Cenâb-ı Hakk’ın rızâsından gayri bütün emelleri gönülden söküp atmak, müslümanın îfâsına mecbûr olduğu büyük bir vazîfedir.

*****

Allâh’a yaklaştıran ulvî bir haslettir. Allâh Teâlâ, ihlâstan mahrum amelleri kabûl etmez. Ucub (kendini beğenme) ve riyâ gibi kalbî hastalıklarla yapılan ameller, kıyâmet günü, eskiyip dökülmüş bir paçavra gibi sâhibinin yüzüne çarpılır. İhlâsa ise Allâh Teâlâ bereket lutfederek kulunun azını çok yapar, ömrünü uzun ve feyzini dâim kılar.

*****

Gurur, kibir ve ucub, ekseriyetle istîdatlı ve varlıklı insanlarda meydana gelir.
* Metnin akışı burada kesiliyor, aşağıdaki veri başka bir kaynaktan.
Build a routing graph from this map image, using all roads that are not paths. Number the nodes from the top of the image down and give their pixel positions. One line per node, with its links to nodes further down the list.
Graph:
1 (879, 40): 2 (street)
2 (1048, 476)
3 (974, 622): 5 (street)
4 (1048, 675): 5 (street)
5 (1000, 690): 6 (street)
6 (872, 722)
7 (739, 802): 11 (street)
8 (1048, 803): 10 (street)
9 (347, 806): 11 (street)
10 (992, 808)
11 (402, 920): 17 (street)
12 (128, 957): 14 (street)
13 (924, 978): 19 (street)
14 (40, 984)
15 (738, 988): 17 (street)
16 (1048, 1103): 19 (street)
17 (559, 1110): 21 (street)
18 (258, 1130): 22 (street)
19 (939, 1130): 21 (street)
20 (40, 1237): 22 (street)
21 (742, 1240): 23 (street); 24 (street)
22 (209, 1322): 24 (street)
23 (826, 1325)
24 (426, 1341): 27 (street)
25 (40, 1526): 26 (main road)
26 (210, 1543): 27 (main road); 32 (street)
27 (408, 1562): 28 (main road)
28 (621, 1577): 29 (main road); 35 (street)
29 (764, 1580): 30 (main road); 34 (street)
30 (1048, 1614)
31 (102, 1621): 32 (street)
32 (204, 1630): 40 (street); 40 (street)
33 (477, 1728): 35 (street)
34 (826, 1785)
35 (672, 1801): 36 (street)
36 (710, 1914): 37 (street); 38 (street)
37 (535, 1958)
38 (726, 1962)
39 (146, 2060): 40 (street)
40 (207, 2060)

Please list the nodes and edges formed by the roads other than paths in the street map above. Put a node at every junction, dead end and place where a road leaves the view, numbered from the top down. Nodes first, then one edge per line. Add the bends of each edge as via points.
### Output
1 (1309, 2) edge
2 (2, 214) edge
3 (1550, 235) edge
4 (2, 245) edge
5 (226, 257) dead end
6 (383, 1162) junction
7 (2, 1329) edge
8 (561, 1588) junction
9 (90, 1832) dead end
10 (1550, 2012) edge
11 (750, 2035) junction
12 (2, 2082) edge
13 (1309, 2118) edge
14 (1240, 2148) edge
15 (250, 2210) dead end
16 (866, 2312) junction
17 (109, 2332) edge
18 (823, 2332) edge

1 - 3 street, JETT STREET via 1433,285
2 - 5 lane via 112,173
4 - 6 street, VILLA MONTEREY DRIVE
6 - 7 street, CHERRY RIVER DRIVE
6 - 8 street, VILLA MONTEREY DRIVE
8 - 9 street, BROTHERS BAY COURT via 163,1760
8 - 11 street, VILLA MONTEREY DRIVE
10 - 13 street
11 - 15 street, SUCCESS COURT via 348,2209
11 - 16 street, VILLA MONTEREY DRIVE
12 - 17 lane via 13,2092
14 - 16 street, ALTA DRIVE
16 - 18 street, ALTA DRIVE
Hâlbuki insana lutfedilen bütün nîmetler, iki uçlu bir bıçak gibidir. Yani hayra da, şerre de kullanılabilir. Bu itibarla maddî-mânevî istîdat ve zenginliklerin asıl ihtişâmı, cimrilik ve israftan uzak durup tevâzû ve cömertlikle imkânlarını muhtaçlara sarf edebilmektir. Mü’min dâimâ; “Kendime ne kadar, başkalarına ne kadar Allah rızâsı için sarf hâlindeyim?..” tefekkürü içinde olmalıdır.